Provided entries:
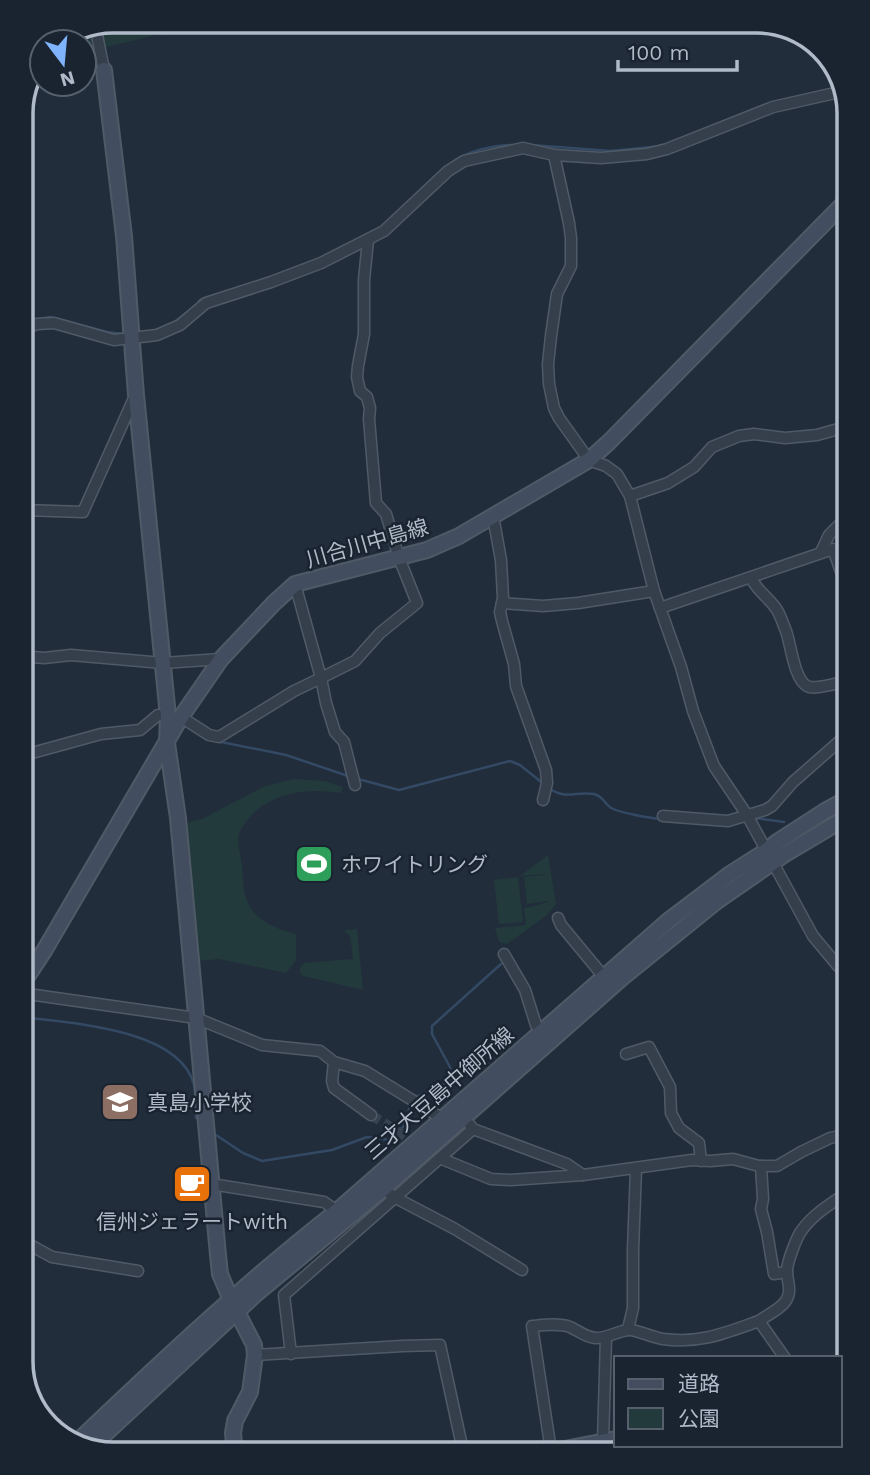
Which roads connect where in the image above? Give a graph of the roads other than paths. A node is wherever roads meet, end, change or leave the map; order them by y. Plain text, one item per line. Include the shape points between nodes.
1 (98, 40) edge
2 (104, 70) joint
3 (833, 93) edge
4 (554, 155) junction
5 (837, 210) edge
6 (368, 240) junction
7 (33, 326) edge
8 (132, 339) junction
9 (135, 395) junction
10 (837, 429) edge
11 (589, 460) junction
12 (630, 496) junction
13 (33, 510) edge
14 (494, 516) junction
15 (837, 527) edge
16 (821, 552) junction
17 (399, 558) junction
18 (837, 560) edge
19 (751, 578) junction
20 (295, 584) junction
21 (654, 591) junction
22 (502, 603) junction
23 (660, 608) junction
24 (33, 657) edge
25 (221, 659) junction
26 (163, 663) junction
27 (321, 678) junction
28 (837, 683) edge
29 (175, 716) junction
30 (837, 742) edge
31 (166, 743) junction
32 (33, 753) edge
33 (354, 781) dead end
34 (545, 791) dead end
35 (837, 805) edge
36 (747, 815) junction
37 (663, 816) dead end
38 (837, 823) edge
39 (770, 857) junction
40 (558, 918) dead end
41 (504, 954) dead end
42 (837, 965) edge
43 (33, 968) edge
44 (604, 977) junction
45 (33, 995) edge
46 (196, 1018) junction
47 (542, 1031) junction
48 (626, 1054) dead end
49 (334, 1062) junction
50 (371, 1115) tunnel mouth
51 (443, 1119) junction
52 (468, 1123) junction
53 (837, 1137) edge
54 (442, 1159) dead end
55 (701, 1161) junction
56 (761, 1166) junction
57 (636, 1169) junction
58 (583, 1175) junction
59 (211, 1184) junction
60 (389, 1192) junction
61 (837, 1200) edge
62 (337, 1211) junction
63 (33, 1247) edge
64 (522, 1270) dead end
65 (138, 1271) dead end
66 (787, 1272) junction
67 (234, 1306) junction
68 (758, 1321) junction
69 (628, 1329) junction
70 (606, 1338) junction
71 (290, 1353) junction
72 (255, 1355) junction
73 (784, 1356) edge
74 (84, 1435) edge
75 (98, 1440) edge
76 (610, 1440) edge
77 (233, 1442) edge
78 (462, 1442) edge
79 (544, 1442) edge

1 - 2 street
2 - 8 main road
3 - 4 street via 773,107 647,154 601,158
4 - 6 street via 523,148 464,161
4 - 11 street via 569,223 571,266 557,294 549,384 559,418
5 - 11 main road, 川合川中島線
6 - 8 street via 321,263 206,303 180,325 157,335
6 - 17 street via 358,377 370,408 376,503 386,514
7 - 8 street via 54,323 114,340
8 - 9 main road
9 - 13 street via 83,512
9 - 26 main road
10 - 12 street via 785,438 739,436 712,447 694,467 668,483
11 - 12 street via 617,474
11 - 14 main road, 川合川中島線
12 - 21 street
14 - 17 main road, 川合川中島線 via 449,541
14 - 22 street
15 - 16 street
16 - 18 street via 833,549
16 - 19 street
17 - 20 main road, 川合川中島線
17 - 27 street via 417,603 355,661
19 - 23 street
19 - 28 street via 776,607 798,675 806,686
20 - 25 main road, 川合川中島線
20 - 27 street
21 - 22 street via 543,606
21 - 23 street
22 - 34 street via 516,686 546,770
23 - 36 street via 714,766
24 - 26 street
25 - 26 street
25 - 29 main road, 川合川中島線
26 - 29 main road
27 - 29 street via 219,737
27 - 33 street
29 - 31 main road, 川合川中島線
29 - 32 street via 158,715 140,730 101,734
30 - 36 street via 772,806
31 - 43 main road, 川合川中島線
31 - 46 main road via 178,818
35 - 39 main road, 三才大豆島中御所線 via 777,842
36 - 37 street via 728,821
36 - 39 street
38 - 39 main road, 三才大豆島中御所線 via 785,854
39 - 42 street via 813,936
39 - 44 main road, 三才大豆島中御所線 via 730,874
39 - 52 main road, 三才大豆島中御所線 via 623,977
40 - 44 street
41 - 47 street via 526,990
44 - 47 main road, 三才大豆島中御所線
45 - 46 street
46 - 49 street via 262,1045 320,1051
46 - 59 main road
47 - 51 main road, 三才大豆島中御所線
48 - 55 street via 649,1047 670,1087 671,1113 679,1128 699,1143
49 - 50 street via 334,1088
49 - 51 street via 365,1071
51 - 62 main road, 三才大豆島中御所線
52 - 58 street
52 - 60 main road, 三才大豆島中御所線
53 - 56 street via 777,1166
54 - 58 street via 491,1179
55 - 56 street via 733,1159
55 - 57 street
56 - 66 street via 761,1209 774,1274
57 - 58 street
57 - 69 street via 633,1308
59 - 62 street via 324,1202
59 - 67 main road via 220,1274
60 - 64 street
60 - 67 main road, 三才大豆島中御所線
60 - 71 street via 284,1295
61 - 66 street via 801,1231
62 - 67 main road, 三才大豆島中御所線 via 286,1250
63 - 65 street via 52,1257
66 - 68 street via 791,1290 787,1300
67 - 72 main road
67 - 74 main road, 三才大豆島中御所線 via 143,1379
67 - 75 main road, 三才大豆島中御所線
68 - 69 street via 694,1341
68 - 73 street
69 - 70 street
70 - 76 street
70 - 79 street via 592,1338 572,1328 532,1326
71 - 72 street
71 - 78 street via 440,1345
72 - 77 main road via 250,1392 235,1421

Your instructions: Return, from the material above, every line with the word "三才大豆島中御所線".

Response to this exercise:
35 - 39 main road, 三才大豆島中御所線 via 777,842
38 - 39 main road, 三才大豆島中御所線 via 785,854
39 - 44 main road, 三才大豆島中御所線 via 730,874
39 - 52 main road, 三才大豆島中御所線 via 623,977
44 - 47 main road, 三才大豆島中御所線
47 - 51 main road, 三才大豆島中御所線
51 - 62 main road, 三才大豆島中御所線
52 - 60 main road, 三才大豆島中御所線
60 - 67 main road, 三才大豆島中御所線
62 - 67 main road, 三才大豆島中御所線 via 286,1250
67 - 74 main road, 三才大豆島中御所線 via 143,1379
67 - 75 main road, 三才大豆島中御所線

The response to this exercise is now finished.